Faculty of Pharmacy, Department of Pharmaceutical Chemistry, National and Kapodistrian University of Athens, Panepistimioupoli-Zografou, 157 71 Athens, Greece.
Bioorg Med Chem. 2012 May 15;20(10):3323-31. doi: 10.1016/j.bmc.2012.03.038. Epub 2012 Mar 24.

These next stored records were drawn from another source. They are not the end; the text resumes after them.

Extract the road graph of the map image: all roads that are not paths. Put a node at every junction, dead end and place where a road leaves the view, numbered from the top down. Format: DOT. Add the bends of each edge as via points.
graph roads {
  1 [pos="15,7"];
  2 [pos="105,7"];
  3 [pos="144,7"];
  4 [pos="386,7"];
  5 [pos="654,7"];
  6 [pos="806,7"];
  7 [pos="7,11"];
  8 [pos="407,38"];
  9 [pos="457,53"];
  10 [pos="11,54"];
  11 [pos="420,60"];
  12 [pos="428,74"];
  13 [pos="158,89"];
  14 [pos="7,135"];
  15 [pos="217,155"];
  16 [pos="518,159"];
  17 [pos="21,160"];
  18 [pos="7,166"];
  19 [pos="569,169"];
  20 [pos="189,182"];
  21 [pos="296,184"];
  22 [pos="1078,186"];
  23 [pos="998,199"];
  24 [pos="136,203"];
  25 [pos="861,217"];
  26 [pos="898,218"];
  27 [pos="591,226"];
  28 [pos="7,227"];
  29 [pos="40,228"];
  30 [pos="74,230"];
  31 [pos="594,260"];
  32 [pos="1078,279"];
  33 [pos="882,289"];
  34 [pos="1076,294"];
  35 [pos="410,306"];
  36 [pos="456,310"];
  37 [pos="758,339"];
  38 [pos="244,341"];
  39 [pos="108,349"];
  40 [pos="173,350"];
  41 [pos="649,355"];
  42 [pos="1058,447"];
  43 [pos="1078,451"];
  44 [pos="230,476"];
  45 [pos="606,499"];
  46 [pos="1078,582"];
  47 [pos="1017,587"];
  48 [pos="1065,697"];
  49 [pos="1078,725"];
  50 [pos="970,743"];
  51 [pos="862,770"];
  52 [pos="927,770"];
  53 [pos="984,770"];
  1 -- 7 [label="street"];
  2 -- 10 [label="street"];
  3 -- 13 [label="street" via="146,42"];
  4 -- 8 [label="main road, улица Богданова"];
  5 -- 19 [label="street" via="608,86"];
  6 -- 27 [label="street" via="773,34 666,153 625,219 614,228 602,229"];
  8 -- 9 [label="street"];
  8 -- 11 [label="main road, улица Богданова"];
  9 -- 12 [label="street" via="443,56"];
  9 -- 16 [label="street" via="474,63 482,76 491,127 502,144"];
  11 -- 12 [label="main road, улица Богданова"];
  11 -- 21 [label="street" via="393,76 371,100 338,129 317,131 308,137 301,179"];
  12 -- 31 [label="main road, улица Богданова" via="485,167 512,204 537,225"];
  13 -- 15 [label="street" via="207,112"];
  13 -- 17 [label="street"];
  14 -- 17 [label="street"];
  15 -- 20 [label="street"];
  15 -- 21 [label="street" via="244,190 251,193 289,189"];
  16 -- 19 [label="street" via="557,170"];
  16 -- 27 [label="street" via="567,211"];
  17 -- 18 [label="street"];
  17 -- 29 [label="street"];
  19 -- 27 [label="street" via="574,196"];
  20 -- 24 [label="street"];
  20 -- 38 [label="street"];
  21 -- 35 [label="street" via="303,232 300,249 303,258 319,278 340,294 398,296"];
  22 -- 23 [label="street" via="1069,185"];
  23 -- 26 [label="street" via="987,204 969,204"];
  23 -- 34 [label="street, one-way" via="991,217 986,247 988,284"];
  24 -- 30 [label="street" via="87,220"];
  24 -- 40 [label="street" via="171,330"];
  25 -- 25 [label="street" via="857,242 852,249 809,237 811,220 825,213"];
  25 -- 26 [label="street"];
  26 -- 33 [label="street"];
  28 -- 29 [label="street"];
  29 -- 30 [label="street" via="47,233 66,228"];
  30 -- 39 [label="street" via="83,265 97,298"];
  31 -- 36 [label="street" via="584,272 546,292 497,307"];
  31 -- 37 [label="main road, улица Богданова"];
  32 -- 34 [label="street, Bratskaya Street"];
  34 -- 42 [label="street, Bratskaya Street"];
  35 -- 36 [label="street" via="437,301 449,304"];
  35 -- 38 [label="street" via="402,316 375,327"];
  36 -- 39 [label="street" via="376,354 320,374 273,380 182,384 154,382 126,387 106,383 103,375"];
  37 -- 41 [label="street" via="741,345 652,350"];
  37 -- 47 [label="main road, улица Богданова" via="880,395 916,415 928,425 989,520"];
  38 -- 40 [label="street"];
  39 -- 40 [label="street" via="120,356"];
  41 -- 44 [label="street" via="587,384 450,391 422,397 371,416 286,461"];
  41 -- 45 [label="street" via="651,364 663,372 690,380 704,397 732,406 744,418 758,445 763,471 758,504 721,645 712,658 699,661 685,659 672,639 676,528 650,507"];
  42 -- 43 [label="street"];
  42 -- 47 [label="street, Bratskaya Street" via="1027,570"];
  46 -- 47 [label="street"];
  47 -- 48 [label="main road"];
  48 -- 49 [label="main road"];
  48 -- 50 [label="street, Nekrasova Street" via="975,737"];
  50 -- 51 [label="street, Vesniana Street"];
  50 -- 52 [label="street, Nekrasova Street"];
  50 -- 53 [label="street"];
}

The synthesis of N-{4-[a-(1-adamantyl)benzyl]phenyl}piperazines 2a-e is described. The in vitro antiproliferative activity of most compounds against main cancer cell lines is significant. The σ(1), σ(2)-receptors and sodium channels binding affinity of compounds 2 were investigated. One of the most active analogs, 2a, had an interesting in vivo anticancer profile against the BxPC-3 and Mia-Paca-2 pancreas cancer cell lines with caspase-3 activation, which was associated with an anagelsic activity against the neuropathic pain.
描述了 N-{4-[a-(1-金刚烷基)苄基}哌嗪}2a-e 的合成。大多数化合物对主要癌细胞系的体外抗增殖活性均具有显著作用。研究了化合物 2 的 σ(1)、σ(2)-受体和钠通道结合亲和力。最活跃的类似物之一 2a 对 BxPC-3 和 Mia-Paca-2 胰腺癌细胞系具有有趣的体内抗癌特性,可激活 caspase-3,同时具有抗神经病理性疼痛的作用。